**PROBLEM DETAILS:**
Every record below is to be copied exactly, with its images omitted.

**ENTRIES SHOWN:**
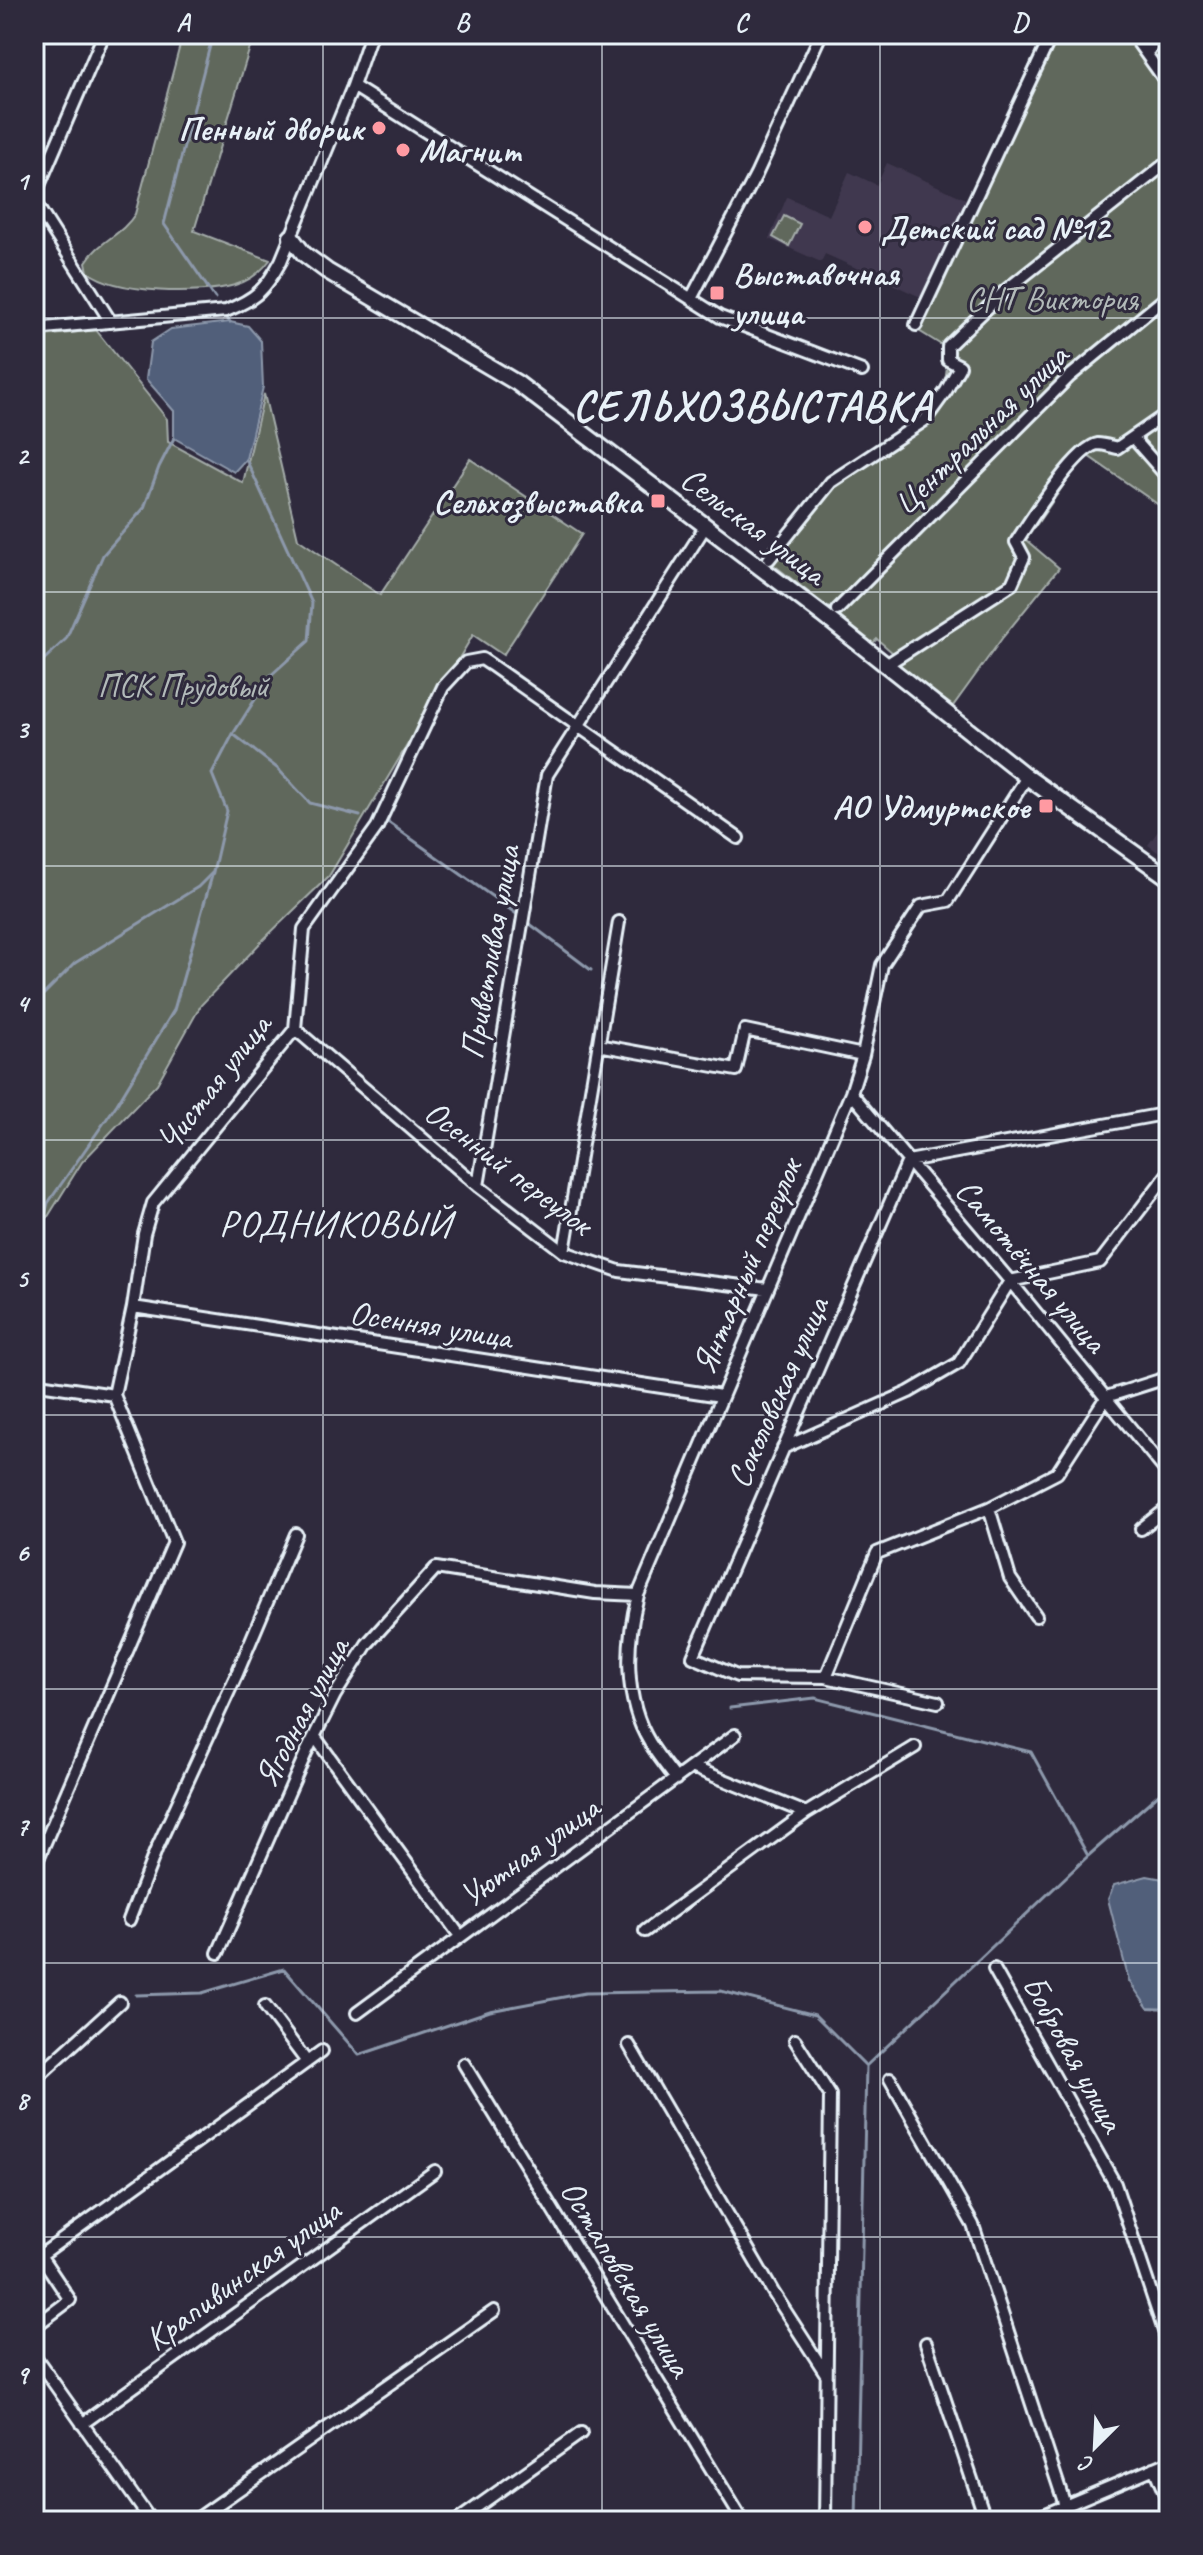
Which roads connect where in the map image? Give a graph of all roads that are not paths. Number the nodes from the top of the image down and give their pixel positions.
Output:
1 (104, 34) edge
2 (371, 34) edge
3 (821, 34) edge
4 (1052, 34) edge
5 (1132, 34) edge
6 (1165, 34) edge
7 (1146, 53) junction
8 (353, 86) junction
9 (1169, 86) edge
10 (1169, 161) edge
11 (34, 199) edge
12 (291, 237) junction
13 (1169, 295) edge
14 (692, 297) junction
15 (111, 322) junction
16 (916, 325) dead end
17 (34, 329) edge
18 (862, 371) dead end
19 (1169, 412) edge
20 (1133, 438) junction
21 (1169, 479) edge
22 (705, 527) junction
23 (769, 559) dead end
24 (837, 610) dead end
25 (886, 665) junction
26 (577, 725) junction
27 (1027, 777) junction
28 (738, 838) dead end
29 (1169, 878) edge
30 (619, 922) dead end
31 (295, 1029) junction
32 (598, 1045) junction
33 (863, 1055) junction
34 (851, 1093) junction
35 (1169, 1113) edge
36 (908, 1161) junction
37 (1169, 1172) edge
38 (478, 1186) junction
39 (564, 1252) junction
40 (1010, 1281) junction
41 (767, 1289) junction
42 (133, 1307) junction
43 (1169, 1377) edge
44 (114, 1395) junction
45 (721, 1396) junction
46 (34, 1397) edge
47 (1106, 1397) junction
48 (783, 1448) junction
49 (1169, 1475) edge
50 (1169, 1507) edge
51 (989, 1508) junction
52 (1141, 1529) dead end
53 (296, 1534) dead end
54 (638, 1595) junction
55 (1036, 1616) dead end
56 (826, 1677) junction
57 (938, 1702) dead end
58 (735, 1735) dead end
59 (315, 1737) junction
60 (915, 1747) dead end
61 (692, 1767) junction
62 (676, 1779) junction
63 (806, 1813) junction
64 (34, 1868) edge
65 (129, 1920) dead end
66 (645, 1931) dead end
67 (460, 1936) junction
68 (218, 1953) dead end
69 (994, 1969) dead end
70 (120, 2002) dead end
71 (265, 2006) dead end
72 (357, 2013) dead end
73 (795, 2040) dead end
74 (629, 2045) dead end
75 (322, 2051) dead end
76 (307, 2062) junction
77 (464, 2064) dead end
78 (890, 2079) dead end
79 (34, 2080) edge
80 (435, 2171) dead end
81 (37, 2251) edge
82 (494, 2311) dead end
83 (34, 2327) edge
84 (926, 2343) dead end
85 (1169, 2346) edge
86 (34, 2355) edge
87 (827, 2376) junction
88 (82, 2424) junction
89 (581, 2433) dead end
90 (1169, 2462) edge
91 (1154, 2468) junction
92 (1169, 2503) edge
93 (1063, 2508) junction
94 (151, 2521) edge
95 (194, 2521) edge
96 (457, 2521) edge
97 (743, 2521) edge
98 (825, 2521) edge
99 (986, 2521) edge
100 (1029, 2521) edge
101 (1067, 2521) edge

1 - 11 street
2 - 8 street
3 - 14 street
4 - 16 street
5 - 7 street
6 - 7 street
7 - 9 street
8 - 12 street
8 - 14 street
10 - 23 street
11 - 15 street
12 - 15 street
12 - 22 street, Сельская улица
13 - 24 street, Центральная улица
14 - 18 street
15 - 17 street
19 - 20 street
20 - 21 street
20 - 25 street
22 - 25 street, Сельская улица
22 - 26 street
25 - 27 street, Сельская улица
26 - 28 street
26 - 31 street, Чистая улица
26 - 38 street, Приветливая улица
27 - 29 street, Сельская улица
27 - 33 street, Янтарный переулок
30 - 32 street
31 - 38 street, Осенний переулок
31 - 42 street, Чистая улица
32 - 33 street
32 - 39 street
33 - 34 street, Янтарный переулок
34 - 36 street, Самотёчная улица
34 - 41 street, Янтарный переулок
35 - 36 street
36 - 40 street, Самотёчная улица
36 - 48 street, Соколовская улица
37 - 40 street
38 - 39 street, Осенний переулок
39 - 41 street, Осенний переулок
40 - 47 street, Самотёчная улица
40 - 48 street
41 - 45 street, Янтарный переулок
42 - 44 street, Чистая улица
42 - 45 street, Осенняя улица
43 - 47 street
44 - 46 street
44 - 64 street
45 - 54 street, Янтарный переулок
47 - 49 street, Самотёчная улица
47 - 51 street
48 - 56 street, Соколовская улица
50 - 52 street
51 - 55 street
51 - 56 street
53 - 65 street
54 - 59 street, Ягодная улица
54 - 62 street, Янтарный переулок
56 - 57 street, Соколовская улица
58 - 61 street, Уютная улица
59 - 67 street
59 - 68 street, Ягодная улица
60 - 63 street
61 - 62 street, Уютная улица
61 - 63 street
62 - 67 street, Уютная улица
63 - 66 street
67 - 72 street, Уютная улица
69 - 85 street, Бобровая улица
70 - 79 street
71 - 76 street
73 - 87 street
74 - 87 street
75 - 76 street
76 - 81 street
77 - 97 street, Остаповская улица
78 - 93 street
80 - 88 street, Крапивинская улица
81 - 83 street
82 - 95 street
84 - 99 street
86 - 88 street
87 - 98 street
88 - 94 street
89 - 96 street
90 - 91 street
91 - 92 street
91 - 93 street
93 - 100 street
93 - 101 street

**OUTPUT:**
Which roads connect where in the map image? Give a graph of all roads that are not paths. Number the nodes from the top of the image down and give their pixel positions.
Output:
1 (104, 34) edge
2 (371, 34) edge
3 (821, 34) edge
4 (1052, 34) edge
5 (1132, 34) edge
6 (1165, 34) edge
7 (1146, 53) junction
8 (353, 86) junction
9 (1169, 86) edge
10 (1169, 161) edge
11 (34, 199) edge
12 (291, 237) junction
13 (1169, 295) edge
14 (692, 297) junction
15 (111, 322) junction
16 (916, 325) dead end
17 (34, 329) edge
18 (862, 371) dead end
19 (1169, 412) edge
20 (1133, 438) junction
21 (1169, 479) edge
22 (705, 527) junction
23 (769, 559) dead end
24 (837, 610) dead end
25 (886, 665) junction
26 (577, 725) junction
27 (1027, 777) junction
28 (738, 838) dead end
29 (1169, 878) edge
30 (619, 922) dead end
31 (295, 1029) junction
32 (598, 1045) junction
33 (863, 1055) junction
34 (851, 1093) junction
35 (1169, 1113) edge
36 (908, 1161) junction
37 (1169, 1172) edge
38 (478, 1186) junction
39 (564, 1252) junction
40 (1010, 1281) junction
41 (767, 1289) junction
42 (133, 1307) junction
43 (1169, 1377) edge
44 (114, 1395) junction
45 (721, 1396) junction
46 (34, 1397) edge
47 (1106, 1397) junction
48 (783, 1448) junction
49 (1169, 1475) edge
50 (1169, 1507) edge
51 (989, 1508) junction
52 (1141, 1529) dead end
53 (296, 1534) dead end
54 (638, 1595) junction
55 (1036, 1616) dead end
56 (826, 1677) junction
57 (938, 1702) dead end
58 (735, 1735) dead end
59 (315, 1737) junction
60 (915, 1747) dead end
61 (692, 1767) junction
62 (676, 1779) junction
63 (806, 1813) junction
64 (34, 1868) edge
65 (129, 1920) dead end
66 (645, 1931) dead end
67 (460, 1936) junction
68 (218, 1953) dead end
69 (994, 1969) dead end
70 (120, 2002) dead end
71 (265, 2006) dead end
72 (357, 2013) dead end
73 (795, 2040) dead end
74 (629, 2045) dead end
75 (322, 2051) dead end
76 (307, 2062) junction
77 (464, 2064) dead end
78 (890, 2079) dead end
79 (34, 2080) edge
80 (435, 2171) dead end
81 (37, 2251) edge
82 (494, 2311) dead end
83 (34, 2327) edge
84 (926, 2343) dead end
85 (1169, 2346) edge
86 (34, 2355) edge
87 (827, 2376) junction
88 (82, 2424) junction
89 (581, 2433) dead end
90 (1169, 2462) edge
91 (1154, 2468) junction
92 (1169, 2503) edge
93 (1063, 2508) junction
94 (151, 2521) edge
95 (194, 2521) edge
96 (457, 2521) edge
97 (743, 2521) edge
98 (825, 2521) edge
99 (986, 2521) edge
100 (1029, 2521) edge
101 (1067, 2521) edge

1 - 11 street
2 - 8 street
3 - 14 street
4 - 16 street
5 - 7 street
6 - 7 street
7 - 9 street
8 - 12 street
8 - 14 street
10 - 23 street
11 - 15 street
12 - 15 street
12 - 22 street, Сельская улица
13 - 24 street, Центральная улица
14 - 18 street
15 - 17 street
19 - 20 street
20 - 21 street
20 - 25 street
22 - 25 street, Сельская улица
22 - 26 street
25 - 27 street, Сельская улица
26 - 28 street
26 - 31 street, Чистая улица
26 - 38 street, Приветливая улица
27 - 29 street, Сельская улица
27 - 33 street, Янтарный переулок
30 - 32 street
31 - 38 street, Осенний переулок
31 - 42 street, Чистая улица
32 - 33 street
32 - 39 street
33 - 34 street, Янтарный переулок
34 - 36 street, Самотёчная улица
34 - 41 street, Янтарный переулок
35 - 36 street
36 - 40 street, Самотёчная улица
36 - 48 street, Соколовская улица
37 - 40 street
38 - 39 street, Осенний переулок
39 - 41 street, Осенний переулок
40 - 47 street, Самотёчная улица
40 - 48 street
41 - 45 street, Янтарный переулок
42 - 44 street, Чистая улица
42 - 45 street, Осенняя улица
43 - 47 street
44 - 46 street
44 - 64 street
45 - 54 street, Янтарный переулок
47 - 49 street, Самотёчная улица
47 - 51 street
48 - 56 street, Соколовская улица
50 - 52 street
51 - 55 street
51 - 56 street
53 - 65 street
54 - 59 street, Ягодная улица
54 - 62 street, Янтарный переулок
56 - 57 street, Соколовская улица
58 - 61 street, Уютная улица
59 - 67 street
59 - 68 street, Ягодная улица
60 - 63 street
61 - 62 street, Уютная улица
61 - 63 street
62 - 67 street, Уютная улица
63 - 66 street
67 - 72 street, Уютная улица
69 - 85 street, Бобровая улица
70 - 79 street
71 - 76 street
73 - 87 street
74 - 87 street
75 - 76 street
76 - 81 street
77 - 97 street, Остаповская улица
78 - 93 street
80 - 88 street, Крапивинская улица
81 - 83 street
82 - 95 street
84 - 99 street
86 - 88 street
87 - 98 street
88 - 94 street
89 - 96 street
90 - 91 street
91 - 92 street
91 - 93 street
93 - 100 street
93 - 101 street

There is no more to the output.